Hi,
I am a fairly advanced Designer Desktop user and we are in my organisation started the journey to over time migrate to Designer Cloud. At the moment we are lacking som key tools and functionality to do the migration but will start to work as a hybrid with Cloud and Server until Cloud is fully developed.
All the learning paths are focusing on the Trifacta part rather than Designer Cloud.
My question is how the recommended way of working is with Designer Cloud. Normally I build my designer desktop flows step by step, run the flow to see to outcome of each step and understands the need of the next tool based on the outcome. The difference in Designer Cloud is that it works instantly with a sample data and shows values after each tool, but only showing part of the data. In order to full run the flow I need to attach a output tool .I can't really wrap my head around how I am supposed to work.
An example can be that I want to look at all the categories in a product dimension table, normally I would as I work in a explorative way I would add a summarize tool and just group the data based on the category column, but now I only get a few of the categories as it makes a summary of the sample and not the full dataset.
Anyone that understands my question and have figured out a good method of building out your flows in Designer Cloud,
Looking forward to get the communitiy input on this,
JD
Hi @Jensdanerhall86,
Really good question. As a disclaimer: I come from the Trifacta side of things, with very little experience in Designer Desktop. So I look forward to the additional comments of wiser users!
Running the entire flow after every step (or change to a step!) may not scale well with respect to Cloud compute costs, especially for large datasets. Therefore, Designer Cloud uses the in-browser Photon client to dynamically update an up-to-10-MB chunk of the data with the result of each transformation (Note: if the dataset is <= 10 MB, then the entire dataset is shown).
In the Trifacta paradigm, the solution to the problem of exploring data >10 MB is to periodically collect and load a new sample. This is a job, proper, but the result is cached so that the in-browser updates from that point on remain performant. There are various sample types, including Random, Filtered, Stratified, etc. (the latter sounds like it would capture your use case). It looks like there is a comparable approach in Designer Cloud (Designer Experience) called the Sample tool -- see screenshot, attached. While I would say that the sampling types are not as rich as in Designer Cloud (Trifacta Classic) -- yet(?) -- perhaps varying the parameters in this tool will enable you to satisfactorily explore your data as you go.
Other options that come to mind are to...

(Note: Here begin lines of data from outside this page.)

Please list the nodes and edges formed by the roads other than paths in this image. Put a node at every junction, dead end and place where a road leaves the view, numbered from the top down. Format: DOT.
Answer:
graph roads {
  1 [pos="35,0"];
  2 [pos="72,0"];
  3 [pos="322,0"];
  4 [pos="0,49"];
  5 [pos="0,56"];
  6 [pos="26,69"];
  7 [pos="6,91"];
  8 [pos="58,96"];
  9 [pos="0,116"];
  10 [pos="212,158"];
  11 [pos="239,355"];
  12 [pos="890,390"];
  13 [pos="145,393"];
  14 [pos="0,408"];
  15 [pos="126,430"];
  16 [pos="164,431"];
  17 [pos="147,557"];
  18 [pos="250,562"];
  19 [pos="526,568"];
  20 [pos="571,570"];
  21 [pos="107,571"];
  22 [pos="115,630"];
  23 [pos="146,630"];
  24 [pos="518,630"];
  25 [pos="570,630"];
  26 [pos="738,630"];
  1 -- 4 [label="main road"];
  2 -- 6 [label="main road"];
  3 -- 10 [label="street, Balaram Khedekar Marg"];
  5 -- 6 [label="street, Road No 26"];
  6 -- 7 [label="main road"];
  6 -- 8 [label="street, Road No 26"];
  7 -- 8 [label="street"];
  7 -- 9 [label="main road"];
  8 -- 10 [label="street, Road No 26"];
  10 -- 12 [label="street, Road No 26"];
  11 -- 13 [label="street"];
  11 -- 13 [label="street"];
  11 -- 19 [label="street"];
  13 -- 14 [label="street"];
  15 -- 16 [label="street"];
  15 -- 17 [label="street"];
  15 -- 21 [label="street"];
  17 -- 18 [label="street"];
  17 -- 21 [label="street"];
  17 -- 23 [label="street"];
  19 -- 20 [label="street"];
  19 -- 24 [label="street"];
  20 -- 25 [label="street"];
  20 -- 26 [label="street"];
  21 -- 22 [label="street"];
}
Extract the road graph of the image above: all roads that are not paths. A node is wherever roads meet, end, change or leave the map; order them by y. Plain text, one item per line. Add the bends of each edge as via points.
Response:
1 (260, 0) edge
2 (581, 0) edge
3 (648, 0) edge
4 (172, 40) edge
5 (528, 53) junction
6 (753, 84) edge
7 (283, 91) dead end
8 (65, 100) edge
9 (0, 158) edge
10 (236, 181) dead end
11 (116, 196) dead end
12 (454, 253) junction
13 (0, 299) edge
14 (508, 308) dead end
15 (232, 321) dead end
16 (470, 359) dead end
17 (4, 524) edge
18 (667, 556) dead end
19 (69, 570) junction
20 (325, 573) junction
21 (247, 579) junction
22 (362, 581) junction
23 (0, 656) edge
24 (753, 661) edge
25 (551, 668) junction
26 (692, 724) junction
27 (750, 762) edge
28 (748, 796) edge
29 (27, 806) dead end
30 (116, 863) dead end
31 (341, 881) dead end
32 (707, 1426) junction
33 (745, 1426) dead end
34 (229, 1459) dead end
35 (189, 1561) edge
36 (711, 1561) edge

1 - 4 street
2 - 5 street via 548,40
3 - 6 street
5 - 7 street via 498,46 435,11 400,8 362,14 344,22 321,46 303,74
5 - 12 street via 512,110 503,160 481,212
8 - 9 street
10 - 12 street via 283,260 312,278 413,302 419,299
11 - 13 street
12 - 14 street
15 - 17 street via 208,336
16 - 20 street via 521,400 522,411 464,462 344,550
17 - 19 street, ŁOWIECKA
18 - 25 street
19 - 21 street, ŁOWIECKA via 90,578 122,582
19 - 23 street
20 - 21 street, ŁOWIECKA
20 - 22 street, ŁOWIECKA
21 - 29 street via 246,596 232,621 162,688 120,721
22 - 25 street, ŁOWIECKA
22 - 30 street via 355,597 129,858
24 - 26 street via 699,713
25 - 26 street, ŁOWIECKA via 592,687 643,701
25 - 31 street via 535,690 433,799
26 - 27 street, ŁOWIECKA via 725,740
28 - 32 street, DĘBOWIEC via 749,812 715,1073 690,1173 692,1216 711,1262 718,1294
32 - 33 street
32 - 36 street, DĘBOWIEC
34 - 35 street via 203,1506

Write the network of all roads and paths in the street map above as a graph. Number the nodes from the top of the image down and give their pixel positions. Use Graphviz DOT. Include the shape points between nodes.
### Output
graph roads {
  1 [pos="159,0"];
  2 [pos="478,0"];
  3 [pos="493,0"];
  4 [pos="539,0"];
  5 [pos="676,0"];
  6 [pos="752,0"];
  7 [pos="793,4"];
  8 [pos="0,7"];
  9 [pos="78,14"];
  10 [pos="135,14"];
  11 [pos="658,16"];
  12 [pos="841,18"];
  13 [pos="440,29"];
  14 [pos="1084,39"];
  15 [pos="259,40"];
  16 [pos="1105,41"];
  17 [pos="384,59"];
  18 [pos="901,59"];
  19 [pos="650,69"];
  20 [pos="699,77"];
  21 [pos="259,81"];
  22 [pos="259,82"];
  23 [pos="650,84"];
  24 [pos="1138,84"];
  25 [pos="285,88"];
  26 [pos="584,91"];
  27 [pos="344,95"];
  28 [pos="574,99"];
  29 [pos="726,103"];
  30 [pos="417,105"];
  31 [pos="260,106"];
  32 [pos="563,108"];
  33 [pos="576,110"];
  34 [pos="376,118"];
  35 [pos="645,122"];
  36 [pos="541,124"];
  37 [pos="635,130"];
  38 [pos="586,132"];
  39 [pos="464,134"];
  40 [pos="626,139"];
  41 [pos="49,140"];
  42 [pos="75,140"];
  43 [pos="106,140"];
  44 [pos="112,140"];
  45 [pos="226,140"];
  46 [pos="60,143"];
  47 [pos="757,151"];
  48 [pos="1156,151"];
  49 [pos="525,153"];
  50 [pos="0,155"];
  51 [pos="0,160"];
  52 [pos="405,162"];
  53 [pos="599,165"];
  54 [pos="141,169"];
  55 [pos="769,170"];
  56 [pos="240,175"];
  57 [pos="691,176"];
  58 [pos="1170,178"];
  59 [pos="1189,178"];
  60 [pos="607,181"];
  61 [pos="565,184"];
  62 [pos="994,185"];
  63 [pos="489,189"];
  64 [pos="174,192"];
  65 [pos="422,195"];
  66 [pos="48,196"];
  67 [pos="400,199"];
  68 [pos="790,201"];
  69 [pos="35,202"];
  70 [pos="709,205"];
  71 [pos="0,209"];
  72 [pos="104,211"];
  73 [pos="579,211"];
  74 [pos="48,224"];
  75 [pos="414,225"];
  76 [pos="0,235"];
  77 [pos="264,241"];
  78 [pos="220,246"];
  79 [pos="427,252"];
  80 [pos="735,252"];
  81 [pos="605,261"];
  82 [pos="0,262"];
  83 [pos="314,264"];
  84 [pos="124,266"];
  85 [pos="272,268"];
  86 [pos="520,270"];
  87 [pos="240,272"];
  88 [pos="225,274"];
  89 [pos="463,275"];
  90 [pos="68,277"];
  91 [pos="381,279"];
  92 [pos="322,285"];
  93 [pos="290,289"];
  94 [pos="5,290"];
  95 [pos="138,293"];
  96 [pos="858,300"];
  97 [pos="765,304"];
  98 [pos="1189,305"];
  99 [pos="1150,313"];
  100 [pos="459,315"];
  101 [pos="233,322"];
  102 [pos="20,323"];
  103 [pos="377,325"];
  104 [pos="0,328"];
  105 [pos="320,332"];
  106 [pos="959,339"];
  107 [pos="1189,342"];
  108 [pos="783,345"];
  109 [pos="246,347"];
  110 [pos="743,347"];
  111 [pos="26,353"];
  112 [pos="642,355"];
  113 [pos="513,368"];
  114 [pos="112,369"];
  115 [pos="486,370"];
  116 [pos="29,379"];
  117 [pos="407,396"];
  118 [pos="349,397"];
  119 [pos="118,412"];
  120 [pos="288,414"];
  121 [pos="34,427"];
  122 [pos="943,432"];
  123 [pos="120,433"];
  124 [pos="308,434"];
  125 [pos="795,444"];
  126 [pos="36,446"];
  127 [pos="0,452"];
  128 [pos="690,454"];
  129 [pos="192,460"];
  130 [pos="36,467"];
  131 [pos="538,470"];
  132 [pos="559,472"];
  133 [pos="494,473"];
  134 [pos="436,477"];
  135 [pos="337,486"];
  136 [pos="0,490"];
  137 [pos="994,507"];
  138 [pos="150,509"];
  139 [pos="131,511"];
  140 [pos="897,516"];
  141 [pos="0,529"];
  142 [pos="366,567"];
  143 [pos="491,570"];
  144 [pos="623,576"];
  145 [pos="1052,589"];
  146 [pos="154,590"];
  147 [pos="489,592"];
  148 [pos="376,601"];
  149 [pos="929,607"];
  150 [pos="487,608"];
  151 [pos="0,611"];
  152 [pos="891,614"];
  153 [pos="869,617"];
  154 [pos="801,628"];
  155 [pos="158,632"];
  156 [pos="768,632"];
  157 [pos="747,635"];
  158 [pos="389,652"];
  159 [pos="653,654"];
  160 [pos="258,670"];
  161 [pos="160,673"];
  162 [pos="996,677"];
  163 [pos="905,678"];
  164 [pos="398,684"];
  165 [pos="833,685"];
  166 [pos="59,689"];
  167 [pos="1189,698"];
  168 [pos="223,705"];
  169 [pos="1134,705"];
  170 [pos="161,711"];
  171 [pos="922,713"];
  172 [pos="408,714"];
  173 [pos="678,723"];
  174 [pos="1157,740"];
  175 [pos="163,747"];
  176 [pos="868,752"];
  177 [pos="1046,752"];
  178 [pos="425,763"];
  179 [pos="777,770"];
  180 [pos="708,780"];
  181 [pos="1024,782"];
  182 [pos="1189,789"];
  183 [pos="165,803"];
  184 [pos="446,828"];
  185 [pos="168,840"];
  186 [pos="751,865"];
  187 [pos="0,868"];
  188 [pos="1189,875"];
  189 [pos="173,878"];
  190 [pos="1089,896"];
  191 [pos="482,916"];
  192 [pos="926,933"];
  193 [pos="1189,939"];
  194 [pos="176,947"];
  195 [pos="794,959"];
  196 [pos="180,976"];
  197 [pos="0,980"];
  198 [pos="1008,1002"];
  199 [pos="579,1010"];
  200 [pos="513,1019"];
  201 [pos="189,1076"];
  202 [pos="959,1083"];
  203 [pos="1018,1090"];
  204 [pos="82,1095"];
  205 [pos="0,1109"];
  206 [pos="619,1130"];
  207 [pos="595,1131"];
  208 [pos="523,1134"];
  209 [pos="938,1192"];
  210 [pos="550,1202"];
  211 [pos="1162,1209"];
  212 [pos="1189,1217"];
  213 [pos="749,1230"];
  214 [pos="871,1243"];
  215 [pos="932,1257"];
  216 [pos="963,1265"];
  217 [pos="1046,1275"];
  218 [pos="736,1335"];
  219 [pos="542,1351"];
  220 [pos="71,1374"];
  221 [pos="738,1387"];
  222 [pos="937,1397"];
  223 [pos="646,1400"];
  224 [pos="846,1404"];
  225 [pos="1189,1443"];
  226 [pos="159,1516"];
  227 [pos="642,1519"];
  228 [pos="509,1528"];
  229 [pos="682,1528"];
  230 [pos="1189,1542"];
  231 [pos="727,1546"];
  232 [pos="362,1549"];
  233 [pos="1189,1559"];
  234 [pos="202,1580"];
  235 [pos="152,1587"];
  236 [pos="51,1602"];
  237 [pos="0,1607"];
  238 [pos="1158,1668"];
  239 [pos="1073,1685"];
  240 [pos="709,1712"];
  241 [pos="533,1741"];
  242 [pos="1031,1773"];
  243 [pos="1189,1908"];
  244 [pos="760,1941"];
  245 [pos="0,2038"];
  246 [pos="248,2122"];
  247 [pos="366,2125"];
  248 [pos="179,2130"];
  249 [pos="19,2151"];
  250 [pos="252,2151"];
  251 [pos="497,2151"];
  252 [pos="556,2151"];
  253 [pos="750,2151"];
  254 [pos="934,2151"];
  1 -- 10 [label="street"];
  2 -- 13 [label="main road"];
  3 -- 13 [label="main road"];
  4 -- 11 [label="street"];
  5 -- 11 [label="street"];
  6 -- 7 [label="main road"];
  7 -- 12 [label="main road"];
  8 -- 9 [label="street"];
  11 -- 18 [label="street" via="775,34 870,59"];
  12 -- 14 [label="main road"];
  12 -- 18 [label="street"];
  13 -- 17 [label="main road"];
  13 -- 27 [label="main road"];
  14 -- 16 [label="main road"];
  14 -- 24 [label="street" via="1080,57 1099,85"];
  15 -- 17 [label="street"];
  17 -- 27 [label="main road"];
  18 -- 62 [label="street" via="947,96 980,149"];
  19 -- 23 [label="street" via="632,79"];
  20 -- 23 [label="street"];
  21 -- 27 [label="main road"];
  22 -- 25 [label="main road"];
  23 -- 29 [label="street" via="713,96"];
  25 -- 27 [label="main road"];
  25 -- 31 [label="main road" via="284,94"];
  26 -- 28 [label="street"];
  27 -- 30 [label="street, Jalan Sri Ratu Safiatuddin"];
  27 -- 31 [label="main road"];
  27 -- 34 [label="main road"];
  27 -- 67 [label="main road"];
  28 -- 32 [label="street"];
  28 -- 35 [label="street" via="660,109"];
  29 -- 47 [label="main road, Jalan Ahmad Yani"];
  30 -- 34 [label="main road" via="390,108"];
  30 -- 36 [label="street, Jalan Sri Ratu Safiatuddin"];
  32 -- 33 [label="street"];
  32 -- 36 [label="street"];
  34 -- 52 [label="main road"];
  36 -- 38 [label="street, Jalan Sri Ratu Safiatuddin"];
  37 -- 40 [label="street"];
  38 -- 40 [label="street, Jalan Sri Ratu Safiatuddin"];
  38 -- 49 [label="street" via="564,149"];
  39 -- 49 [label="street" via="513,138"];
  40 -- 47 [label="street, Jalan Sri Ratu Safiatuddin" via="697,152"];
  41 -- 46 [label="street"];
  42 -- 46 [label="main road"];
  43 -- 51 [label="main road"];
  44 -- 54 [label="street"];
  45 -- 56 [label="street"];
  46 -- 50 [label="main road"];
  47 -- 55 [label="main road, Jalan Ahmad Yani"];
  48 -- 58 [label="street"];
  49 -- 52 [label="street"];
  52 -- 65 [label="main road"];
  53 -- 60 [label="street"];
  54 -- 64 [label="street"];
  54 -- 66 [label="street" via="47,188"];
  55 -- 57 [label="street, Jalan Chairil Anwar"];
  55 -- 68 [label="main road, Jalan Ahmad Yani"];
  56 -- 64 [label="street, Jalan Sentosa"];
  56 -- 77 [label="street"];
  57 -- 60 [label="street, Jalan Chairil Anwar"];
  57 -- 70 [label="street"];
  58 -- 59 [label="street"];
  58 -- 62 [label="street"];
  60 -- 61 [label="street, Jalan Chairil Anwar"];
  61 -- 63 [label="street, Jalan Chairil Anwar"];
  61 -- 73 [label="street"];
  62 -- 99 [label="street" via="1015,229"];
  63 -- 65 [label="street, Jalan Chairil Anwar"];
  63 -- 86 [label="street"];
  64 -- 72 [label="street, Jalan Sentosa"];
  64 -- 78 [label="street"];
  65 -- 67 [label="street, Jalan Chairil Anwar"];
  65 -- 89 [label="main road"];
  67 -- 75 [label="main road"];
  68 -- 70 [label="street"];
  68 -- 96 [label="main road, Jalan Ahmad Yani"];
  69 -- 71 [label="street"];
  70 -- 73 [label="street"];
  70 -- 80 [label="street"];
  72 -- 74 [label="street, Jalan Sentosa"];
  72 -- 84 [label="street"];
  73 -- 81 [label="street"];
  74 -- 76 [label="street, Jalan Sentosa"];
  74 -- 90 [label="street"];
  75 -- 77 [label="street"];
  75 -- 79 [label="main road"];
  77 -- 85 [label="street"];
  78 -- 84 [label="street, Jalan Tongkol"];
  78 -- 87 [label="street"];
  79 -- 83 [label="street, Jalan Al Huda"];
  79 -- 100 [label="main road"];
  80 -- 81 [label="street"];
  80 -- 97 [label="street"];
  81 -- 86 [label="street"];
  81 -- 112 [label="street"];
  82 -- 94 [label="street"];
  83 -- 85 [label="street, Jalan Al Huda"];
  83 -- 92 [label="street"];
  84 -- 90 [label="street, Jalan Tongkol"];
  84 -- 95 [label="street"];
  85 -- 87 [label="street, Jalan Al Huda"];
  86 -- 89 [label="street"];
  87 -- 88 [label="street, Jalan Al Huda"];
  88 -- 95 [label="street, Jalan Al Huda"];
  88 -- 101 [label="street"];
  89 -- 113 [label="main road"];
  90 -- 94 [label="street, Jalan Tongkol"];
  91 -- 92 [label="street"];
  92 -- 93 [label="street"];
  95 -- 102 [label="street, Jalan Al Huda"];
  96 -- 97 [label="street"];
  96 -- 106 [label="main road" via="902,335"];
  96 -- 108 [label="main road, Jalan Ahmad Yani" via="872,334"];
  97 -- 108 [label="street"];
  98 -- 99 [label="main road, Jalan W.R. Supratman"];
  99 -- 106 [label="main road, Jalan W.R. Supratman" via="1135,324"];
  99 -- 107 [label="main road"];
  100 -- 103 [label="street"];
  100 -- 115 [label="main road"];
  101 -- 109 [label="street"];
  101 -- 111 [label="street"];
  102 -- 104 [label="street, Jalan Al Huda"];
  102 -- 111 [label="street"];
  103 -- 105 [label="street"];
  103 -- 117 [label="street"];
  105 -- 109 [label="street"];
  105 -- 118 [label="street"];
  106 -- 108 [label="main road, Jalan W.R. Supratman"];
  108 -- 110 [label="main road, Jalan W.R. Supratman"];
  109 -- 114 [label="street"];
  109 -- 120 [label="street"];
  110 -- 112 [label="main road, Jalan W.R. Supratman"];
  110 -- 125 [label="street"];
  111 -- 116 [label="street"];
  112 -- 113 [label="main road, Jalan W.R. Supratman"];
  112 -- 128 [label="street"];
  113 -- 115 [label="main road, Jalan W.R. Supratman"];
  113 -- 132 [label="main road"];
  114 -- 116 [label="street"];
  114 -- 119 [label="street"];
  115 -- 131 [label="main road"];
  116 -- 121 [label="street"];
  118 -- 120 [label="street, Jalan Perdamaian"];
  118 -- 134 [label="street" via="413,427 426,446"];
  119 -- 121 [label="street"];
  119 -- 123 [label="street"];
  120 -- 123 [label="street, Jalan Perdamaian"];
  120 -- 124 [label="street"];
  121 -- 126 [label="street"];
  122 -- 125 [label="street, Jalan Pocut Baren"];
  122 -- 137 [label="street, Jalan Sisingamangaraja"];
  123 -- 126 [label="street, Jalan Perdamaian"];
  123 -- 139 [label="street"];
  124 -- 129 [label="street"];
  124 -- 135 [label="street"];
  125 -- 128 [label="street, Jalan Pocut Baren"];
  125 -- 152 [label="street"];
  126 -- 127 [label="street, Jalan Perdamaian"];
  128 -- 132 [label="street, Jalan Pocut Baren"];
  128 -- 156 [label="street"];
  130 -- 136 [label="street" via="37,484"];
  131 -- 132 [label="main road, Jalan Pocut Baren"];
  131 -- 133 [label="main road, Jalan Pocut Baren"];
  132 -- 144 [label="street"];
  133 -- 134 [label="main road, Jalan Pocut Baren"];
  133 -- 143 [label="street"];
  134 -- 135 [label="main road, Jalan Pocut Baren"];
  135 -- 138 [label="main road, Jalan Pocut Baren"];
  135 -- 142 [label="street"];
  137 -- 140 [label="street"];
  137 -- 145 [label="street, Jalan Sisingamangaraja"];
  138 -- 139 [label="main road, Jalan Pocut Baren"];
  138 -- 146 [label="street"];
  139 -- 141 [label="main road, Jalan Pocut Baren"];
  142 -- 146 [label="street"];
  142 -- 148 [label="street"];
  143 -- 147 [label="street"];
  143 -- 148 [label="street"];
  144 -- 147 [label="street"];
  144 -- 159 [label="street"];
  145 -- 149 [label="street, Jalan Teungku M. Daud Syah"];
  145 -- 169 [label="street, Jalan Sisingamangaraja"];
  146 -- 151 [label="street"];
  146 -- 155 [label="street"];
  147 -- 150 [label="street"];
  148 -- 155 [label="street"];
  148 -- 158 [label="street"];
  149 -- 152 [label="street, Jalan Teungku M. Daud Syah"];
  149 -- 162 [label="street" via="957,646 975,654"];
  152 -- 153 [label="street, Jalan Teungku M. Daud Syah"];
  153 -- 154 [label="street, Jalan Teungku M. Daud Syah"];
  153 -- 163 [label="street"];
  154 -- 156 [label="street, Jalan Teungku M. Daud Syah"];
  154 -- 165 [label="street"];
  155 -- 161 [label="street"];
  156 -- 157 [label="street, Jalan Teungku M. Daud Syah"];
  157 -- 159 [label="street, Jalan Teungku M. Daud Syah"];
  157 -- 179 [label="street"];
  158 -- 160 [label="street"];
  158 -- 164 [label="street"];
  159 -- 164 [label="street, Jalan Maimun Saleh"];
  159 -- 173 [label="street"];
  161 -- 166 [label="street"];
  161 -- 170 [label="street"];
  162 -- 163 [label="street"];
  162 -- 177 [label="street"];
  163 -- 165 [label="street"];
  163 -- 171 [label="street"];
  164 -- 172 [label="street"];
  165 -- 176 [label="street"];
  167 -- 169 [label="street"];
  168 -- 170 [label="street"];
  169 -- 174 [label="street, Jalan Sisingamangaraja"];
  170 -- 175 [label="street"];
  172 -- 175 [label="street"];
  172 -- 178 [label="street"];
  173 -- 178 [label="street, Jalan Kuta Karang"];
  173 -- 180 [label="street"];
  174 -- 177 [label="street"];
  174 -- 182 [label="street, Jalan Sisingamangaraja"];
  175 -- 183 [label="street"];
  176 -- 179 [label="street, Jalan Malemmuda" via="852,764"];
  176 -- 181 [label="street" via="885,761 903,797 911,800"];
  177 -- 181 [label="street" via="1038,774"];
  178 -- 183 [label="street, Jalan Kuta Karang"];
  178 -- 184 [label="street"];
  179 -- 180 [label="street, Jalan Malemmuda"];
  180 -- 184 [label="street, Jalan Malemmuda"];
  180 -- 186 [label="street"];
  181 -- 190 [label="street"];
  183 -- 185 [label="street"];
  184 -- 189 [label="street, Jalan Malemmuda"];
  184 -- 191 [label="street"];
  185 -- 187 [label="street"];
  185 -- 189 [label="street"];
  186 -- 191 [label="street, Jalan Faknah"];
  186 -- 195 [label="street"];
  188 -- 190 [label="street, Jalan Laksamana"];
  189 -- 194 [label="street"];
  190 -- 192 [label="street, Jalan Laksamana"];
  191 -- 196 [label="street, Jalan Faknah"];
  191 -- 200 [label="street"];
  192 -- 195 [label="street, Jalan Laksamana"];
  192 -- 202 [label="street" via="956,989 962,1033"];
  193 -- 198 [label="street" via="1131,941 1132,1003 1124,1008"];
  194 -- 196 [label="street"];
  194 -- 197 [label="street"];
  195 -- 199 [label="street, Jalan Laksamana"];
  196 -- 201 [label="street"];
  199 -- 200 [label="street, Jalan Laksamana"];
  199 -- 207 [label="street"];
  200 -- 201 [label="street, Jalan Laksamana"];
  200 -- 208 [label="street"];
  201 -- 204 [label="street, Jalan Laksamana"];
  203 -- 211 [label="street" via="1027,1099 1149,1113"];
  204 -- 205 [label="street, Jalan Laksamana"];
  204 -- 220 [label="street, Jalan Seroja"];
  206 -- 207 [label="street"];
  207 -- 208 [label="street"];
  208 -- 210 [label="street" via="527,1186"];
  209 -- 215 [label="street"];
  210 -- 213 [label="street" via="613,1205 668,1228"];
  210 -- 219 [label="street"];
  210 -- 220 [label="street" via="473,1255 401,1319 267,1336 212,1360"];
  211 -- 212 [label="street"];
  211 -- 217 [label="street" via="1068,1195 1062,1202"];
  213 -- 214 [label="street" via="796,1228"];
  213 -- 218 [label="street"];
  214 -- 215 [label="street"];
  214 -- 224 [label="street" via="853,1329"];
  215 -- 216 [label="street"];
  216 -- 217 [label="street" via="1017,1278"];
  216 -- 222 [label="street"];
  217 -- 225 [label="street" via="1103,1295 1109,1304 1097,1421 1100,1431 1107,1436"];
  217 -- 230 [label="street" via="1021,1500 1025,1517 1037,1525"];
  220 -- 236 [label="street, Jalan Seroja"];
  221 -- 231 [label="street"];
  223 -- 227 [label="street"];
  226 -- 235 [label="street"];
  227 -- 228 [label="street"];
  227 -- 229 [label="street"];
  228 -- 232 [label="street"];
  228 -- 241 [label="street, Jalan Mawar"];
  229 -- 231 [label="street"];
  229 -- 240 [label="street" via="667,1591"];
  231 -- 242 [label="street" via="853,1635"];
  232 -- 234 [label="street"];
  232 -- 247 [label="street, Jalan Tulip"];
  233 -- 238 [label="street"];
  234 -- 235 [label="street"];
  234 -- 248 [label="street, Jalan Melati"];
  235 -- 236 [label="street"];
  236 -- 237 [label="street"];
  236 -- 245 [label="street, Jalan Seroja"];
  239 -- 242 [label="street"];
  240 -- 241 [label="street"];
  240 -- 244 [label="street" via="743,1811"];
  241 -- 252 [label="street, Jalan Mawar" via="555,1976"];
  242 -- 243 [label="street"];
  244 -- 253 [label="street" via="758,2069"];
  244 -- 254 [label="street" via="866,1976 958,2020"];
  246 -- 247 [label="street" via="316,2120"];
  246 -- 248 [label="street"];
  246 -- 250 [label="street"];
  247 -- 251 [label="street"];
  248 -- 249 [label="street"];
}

I hope that this is helpful.
Put another way - Designer allows the developer to see results from the universe of their data. The underlying assumption is that the data is fairly small (ie less than a few million rows) and procesisng time is limited by first and foremost the physical limitations of your system (ram/processor) and your allocation. Designer Cloud operates on the assumption that the data you are building your process for is huge/changes often. It is not stateful and you do not pay for a dedicated warehouse/machine to allow for in-memory processing of whole files. This is similair to competitors/semi-competitors which operate via a workflow/recipe module and after each step you would need to write a new file if you want to see output.
I personally think Designer Cloud should try to be more like Alteryx and less like Trifacta - and require dedicated compute resources.